Backstage, actors and actresses unwound after a go-for-broke performance of “The Somewhat True Tale of Robin Hood.”

For seniors in the cast, the comedy was a swansong. It signaled an early step in the long march toward spring graduation.

For them, it was a final opportunity to hit their marks and make their mark.

And, they went for it.

Senior Kyra McClellan said she and other seniors approached the production knowing full well it would be their last.

McClellan, who played Lil Scarlet with a convincing Cockney accent, said it was a chance to go big.

“You don’t want any regrets when you’re leaving this building on Saturday night,” she said.

Senior Kimberlynne Hill said she approached the character Marion realizing it was a last chance. She played the character like the “ultimate soap opera actress.”

“It’s like, you’re leaving, so why would you care what anybody thinks of you?” Hill said.

This gusto was also true of senior Tucker Trujillo.

Trujillo played English royalty in the play. Although his character was named Prince John, Trujillo played the part like a queen, per instructions.

Trujillo recalled co-director Heather Dahlberg’s notes on the character during rehearsals in January.

“She said, ‘We want you to be the biggest queen on the stage. We want you to be so much larger than life — obnoxious and flamboyant.’ And I was like, ‘Um, yes,’” Trujillo said.

In the Friday performance, Trujillo lorded over the stage in a billowy silk blouse, white tights and gold shoes. He belted his lines to the rafters, and sashayed fearlessly before a crowd of peers and neighbors.

“Theater takes a lot of courage,” he said. “You have to be pretty damn confident in yourself to do this — especially what I did.”

Trujillo said he’s not afraid of taunts his character might generate among fellow students in MCHS hallways this week.
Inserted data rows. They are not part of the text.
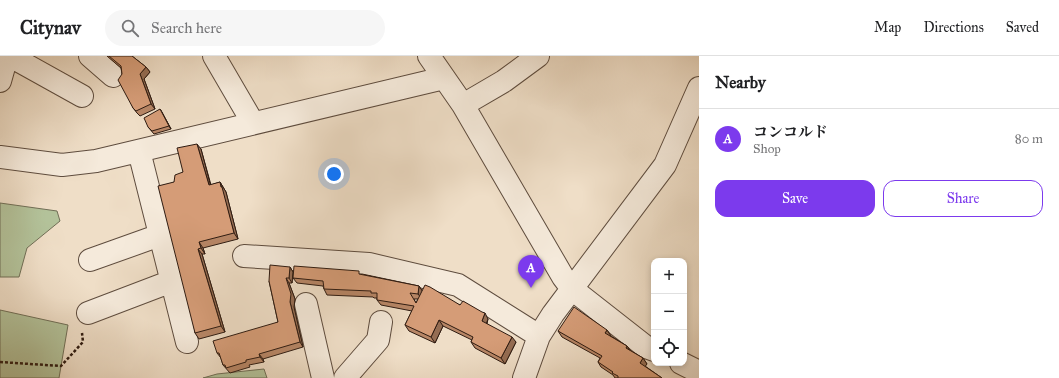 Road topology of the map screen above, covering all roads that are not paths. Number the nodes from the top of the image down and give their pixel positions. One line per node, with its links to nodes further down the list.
1 (7, 56): 9 (street)
2 (10, 56): 11 (street)
3 (90, 56): 7 (street)
4 (214, 56): 13 (street)
5 (429, 56): 8 (street)
6 (538, 56): 12 (street)
7 (113, 76)
8 (444, 78): 12 (street); 13 (street)
9 (0, 81)
10 (699, 88): 20 (street)
11 (82, 96)
12 (463, 105): 20 (street)
13 (253, 123): 14 (street)
14 (139, 151): 15 (street); 16 (street)
15 (0, 157)
16 (160, 235): 18 (street); 19 (street)
17 (244, 256): 24 (street)
18 (90, 260)
19 (172, 281): 22 (street); 25 (street)
20 (572, 289): 24 (street); 26 (street)
21 (306, 304): 29 (street)
22 (85, 319)
23 (381, 322): 30 (street)
24 (540, 336): 31 (street)
25 (187, 342)
26 (651, 349)
27 (687, 366): 28 (street)
28 (699, 372)
29 (323, 378)
30 (345, 378)
31 (524, 378)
“I could really … (care less) what people say about me,” Trujillo said. “I’ve had (things) talked about me since I was in second grade. I’ve gotten over it.

“If they want to make fun of me, that’s fine.”

“Robin Hood” was Trujillo’s fifth and final production on the MCHS stage. This fall, he’ll attend the theater-arts program at the University of Northern Colorado.

Trujillo said he’s excited to pursue acting beyond the walls of MCHS, but he’s also sorry he has to move on.

“It’s really sad knowing this is the last time I’m going to be performing with some of these people, especially (MCHS junior) Jordyn Caddy,” he said. “It makes me so sad to think I’m never going to get to do another performance in high school with her.”

Caddy played the character Lady in Waiting.

Caddy is a scene-stealing, diminutive actress with big, expressive eyes and a huge voice.

She said graduation will bring big changes to the theatre department.

“I love our seniors, and it’s going to be tough without them,” she said. “We’re losing a lot people. The majority of our cast is seniors.

“It’s kind of depressing, but hopefully the young’uns will step up.”

Despite the vacuum that will be created by graduation, Caddy remains humble about her chances for scoring big roles in next year’s productions.

“I’m pretty much happy with whatever part I get because whatever part I get is what I deserve,” she said.

Freshman Megan Gingrich played Lady Laughalot. She said the seniors have been instrumental in her understanding of the craft.

“They bring you up,” she said of the seniors’ encouragement. “They’ll say, ‘When I leave, I want you to be better than I was.’”

Gingrich said she’ll miss the departing seniors, but she’s also happy for them.

“It’s really sad,” Gingrich said. “But, I know they’re going to go off and do really great things.”